* _Extracted material_:

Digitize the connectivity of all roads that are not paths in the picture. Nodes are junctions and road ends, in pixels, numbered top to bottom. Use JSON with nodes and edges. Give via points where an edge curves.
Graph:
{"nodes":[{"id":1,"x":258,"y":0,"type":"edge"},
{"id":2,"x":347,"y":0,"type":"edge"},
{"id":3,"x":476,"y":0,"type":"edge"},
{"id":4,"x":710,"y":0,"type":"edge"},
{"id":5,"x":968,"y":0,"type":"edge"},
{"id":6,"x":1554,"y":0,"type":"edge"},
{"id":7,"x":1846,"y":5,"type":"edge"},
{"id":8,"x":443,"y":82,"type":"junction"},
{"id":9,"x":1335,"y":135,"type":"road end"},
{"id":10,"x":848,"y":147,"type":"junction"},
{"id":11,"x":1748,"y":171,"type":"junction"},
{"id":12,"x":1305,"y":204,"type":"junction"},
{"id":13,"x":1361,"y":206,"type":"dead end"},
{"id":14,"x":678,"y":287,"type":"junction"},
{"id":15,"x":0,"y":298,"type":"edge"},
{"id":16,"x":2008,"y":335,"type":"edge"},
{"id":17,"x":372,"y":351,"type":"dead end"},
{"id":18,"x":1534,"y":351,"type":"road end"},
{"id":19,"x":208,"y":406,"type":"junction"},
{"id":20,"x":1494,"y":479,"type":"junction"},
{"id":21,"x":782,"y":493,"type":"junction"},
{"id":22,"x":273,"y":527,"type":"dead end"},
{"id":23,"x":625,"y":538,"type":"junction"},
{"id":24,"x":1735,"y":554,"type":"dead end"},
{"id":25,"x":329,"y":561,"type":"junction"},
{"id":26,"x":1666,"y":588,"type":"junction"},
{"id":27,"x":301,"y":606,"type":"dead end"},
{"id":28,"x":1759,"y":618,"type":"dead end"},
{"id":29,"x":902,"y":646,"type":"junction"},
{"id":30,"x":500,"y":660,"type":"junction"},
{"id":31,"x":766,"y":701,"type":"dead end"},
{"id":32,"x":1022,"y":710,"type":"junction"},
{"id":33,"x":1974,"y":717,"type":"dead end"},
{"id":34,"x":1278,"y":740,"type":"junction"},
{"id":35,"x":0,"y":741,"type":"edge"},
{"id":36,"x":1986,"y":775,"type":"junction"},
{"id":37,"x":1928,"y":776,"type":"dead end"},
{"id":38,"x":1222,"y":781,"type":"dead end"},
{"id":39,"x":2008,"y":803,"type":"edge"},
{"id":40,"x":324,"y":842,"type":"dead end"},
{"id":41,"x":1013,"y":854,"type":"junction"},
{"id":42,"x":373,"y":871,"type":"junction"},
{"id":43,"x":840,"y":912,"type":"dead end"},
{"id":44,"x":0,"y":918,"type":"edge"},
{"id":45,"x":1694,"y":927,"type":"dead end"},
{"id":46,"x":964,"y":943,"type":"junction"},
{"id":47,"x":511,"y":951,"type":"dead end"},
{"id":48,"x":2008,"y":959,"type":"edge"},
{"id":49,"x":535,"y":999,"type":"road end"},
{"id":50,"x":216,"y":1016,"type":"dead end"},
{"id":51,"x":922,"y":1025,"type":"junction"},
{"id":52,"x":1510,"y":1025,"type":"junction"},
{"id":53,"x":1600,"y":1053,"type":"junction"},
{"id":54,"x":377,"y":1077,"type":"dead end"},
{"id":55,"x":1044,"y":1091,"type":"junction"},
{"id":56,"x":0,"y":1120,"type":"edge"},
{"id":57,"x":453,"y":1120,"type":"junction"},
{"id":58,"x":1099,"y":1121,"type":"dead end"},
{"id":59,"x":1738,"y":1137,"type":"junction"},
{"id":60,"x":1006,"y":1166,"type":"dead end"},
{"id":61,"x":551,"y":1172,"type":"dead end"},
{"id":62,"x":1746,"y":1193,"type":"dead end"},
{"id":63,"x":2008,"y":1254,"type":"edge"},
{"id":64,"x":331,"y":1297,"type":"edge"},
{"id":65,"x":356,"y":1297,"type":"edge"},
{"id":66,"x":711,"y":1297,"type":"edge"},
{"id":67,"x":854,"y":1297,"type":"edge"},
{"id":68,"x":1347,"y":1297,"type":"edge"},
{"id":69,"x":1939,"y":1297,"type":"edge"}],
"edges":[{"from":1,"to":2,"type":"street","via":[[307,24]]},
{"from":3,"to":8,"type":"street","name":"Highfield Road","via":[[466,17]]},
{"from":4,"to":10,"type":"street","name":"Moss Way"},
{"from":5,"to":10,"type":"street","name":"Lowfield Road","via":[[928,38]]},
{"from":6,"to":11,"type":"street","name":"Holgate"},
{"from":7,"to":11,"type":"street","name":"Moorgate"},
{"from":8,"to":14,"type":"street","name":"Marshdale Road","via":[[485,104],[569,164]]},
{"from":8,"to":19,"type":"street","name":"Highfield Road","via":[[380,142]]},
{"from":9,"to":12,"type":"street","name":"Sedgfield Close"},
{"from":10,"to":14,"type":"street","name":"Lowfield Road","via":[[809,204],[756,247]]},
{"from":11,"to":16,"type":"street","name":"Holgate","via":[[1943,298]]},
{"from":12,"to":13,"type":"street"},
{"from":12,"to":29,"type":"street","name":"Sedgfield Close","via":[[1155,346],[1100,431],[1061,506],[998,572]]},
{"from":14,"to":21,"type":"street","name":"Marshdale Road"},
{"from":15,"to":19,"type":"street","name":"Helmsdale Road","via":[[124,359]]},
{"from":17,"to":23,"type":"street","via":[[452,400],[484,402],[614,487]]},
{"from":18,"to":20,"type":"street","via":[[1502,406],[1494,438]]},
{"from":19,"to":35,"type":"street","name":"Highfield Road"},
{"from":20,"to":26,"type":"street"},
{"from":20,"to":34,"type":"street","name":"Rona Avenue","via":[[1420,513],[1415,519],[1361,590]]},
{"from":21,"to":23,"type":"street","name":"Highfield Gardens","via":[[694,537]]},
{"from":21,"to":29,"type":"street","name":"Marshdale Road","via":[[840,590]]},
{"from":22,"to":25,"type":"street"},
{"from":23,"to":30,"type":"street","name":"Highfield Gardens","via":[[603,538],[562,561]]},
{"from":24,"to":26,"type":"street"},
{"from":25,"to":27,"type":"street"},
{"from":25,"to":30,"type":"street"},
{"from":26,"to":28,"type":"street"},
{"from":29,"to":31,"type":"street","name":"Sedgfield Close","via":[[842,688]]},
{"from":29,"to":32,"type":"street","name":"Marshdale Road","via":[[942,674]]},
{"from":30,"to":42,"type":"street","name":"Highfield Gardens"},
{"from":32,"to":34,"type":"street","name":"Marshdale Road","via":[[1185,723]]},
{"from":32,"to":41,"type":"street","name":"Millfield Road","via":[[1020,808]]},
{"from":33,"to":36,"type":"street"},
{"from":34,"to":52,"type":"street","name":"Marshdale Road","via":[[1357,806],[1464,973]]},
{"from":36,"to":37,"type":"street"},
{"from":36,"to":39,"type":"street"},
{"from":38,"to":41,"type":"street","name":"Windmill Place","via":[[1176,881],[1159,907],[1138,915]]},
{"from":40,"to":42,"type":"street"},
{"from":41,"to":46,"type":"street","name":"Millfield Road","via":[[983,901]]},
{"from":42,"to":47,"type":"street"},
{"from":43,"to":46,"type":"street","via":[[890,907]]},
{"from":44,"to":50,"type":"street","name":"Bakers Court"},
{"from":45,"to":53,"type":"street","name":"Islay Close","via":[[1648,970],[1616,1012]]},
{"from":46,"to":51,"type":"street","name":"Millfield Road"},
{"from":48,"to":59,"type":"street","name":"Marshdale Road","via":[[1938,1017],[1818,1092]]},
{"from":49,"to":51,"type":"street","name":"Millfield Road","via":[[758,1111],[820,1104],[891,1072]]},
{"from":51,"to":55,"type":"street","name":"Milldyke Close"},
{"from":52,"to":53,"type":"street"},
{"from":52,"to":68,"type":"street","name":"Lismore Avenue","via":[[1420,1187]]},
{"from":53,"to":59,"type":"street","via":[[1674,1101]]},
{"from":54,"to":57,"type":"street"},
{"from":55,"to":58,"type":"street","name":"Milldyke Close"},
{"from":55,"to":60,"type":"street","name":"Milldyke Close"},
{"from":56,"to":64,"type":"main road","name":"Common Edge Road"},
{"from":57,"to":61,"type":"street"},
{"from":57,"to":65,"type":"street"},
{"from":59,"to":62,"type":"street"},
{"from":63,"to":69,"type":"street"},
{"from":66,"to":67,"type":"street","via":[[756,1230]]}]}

* _Description of the task_:
Would you please copy every line from the listing above that contains the word "Holgate"?

* _Written response_:
{"from":6,"to":11,"type":"street","name":"Holgate"},
{"from":11,"to":16,"type":"street","name":"Holgate","via":[[1943,298]]},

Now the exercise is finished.